Word for word, copy out the entries below, but not the pictures in them.

- Exercise materials
____

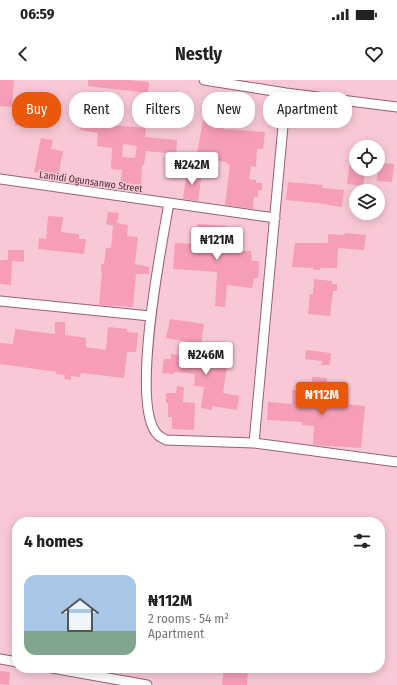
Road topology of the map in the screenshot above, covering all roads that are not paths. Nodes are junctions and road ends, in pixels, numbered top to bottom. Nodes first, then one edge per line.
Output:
1 (204, 80) edge
2 (280, 92) edge
3 (352, 101) edge
4 (397, 107) edge
5 (283, 128) edge
6 (0, 179) edge
7 (169, 203) junction
8 (275, 218) junction
9 (0, 301) edge
10 (150, 316) junction
11 (254, 443) junction
12 (397, 462) edge
13 (0, 659) edge
14 (12, 661) edge
15 (80, 673) edge
16 (147, 685) edge

1 - 2 street
3 - 4 street
5 - 8 street
6 - 7 street, Lamidi Ogunsanwo Street
7 - 8 street, Lamidi Ogunsanwo Street
7 - 10 street
8 - 11 street
9 - 10 street
10 - 11 street
11 - 12 street
13 - 14 street
15 - 16 street

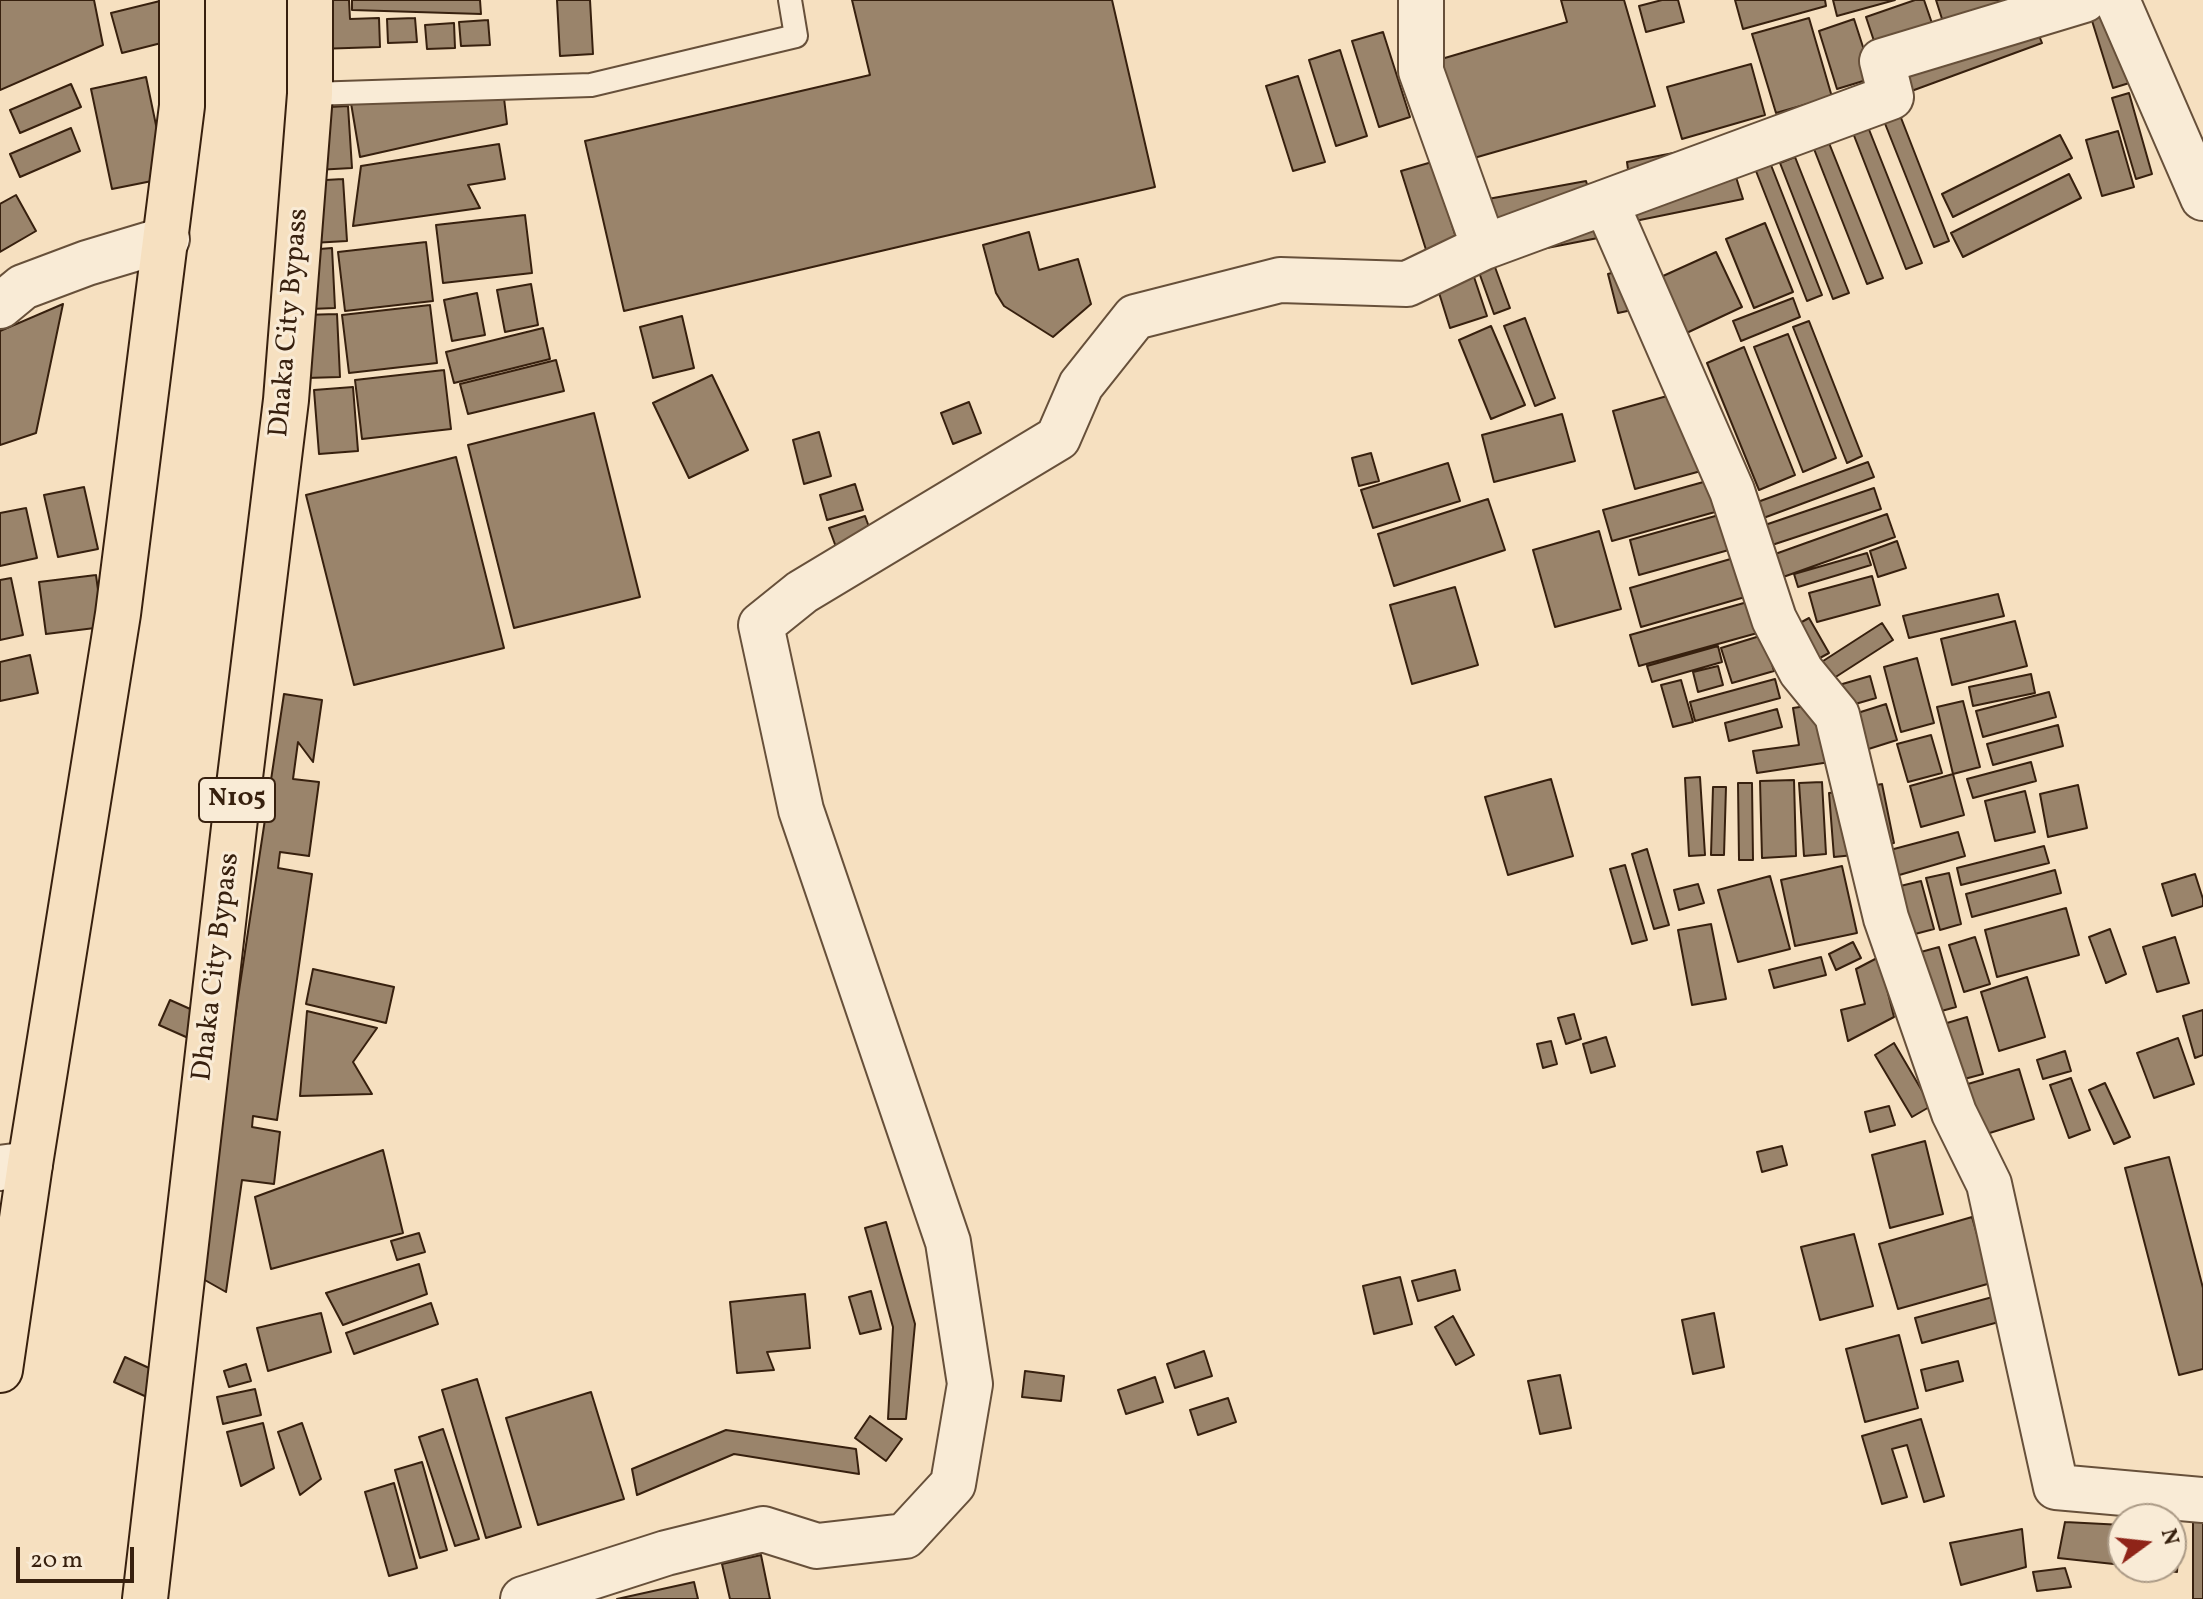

____

- Output below
Road topology of the map in the screenshot above, covering all roads that are not paths. Nodes are junctions and road ends, in pixels, numbered top to bottom. Nodes first, then one edge per line.
Output:
1 (204, 80) edge
2 (280, 92) edge
3 (352, 101) edge
4 (397, 107) edge
5 (283, 128) edge
6 (0, 179) edge
7 (169, 203) junction
8 (275, 218) junction
9 (0, 301) edge
10 (150, 316) junction
11 (254, 443) junction
12 (397, 462) edge
13 (0, 659) edge
14 (12, 661) edge
15 (80, 673) edge
16 (147, 685) edge

1 - 2 street
3 - 4 street
5 - 8 street
6 - 7 street, Lamidi Ogunsanwo Street
7 - 8 street, Lamidi Ogunsanwo Street
7 - 10 street
8 - 11 street
9 - 10 street
10 - 11 street
11 - 12 street
13 - 14 street
15 - 16 street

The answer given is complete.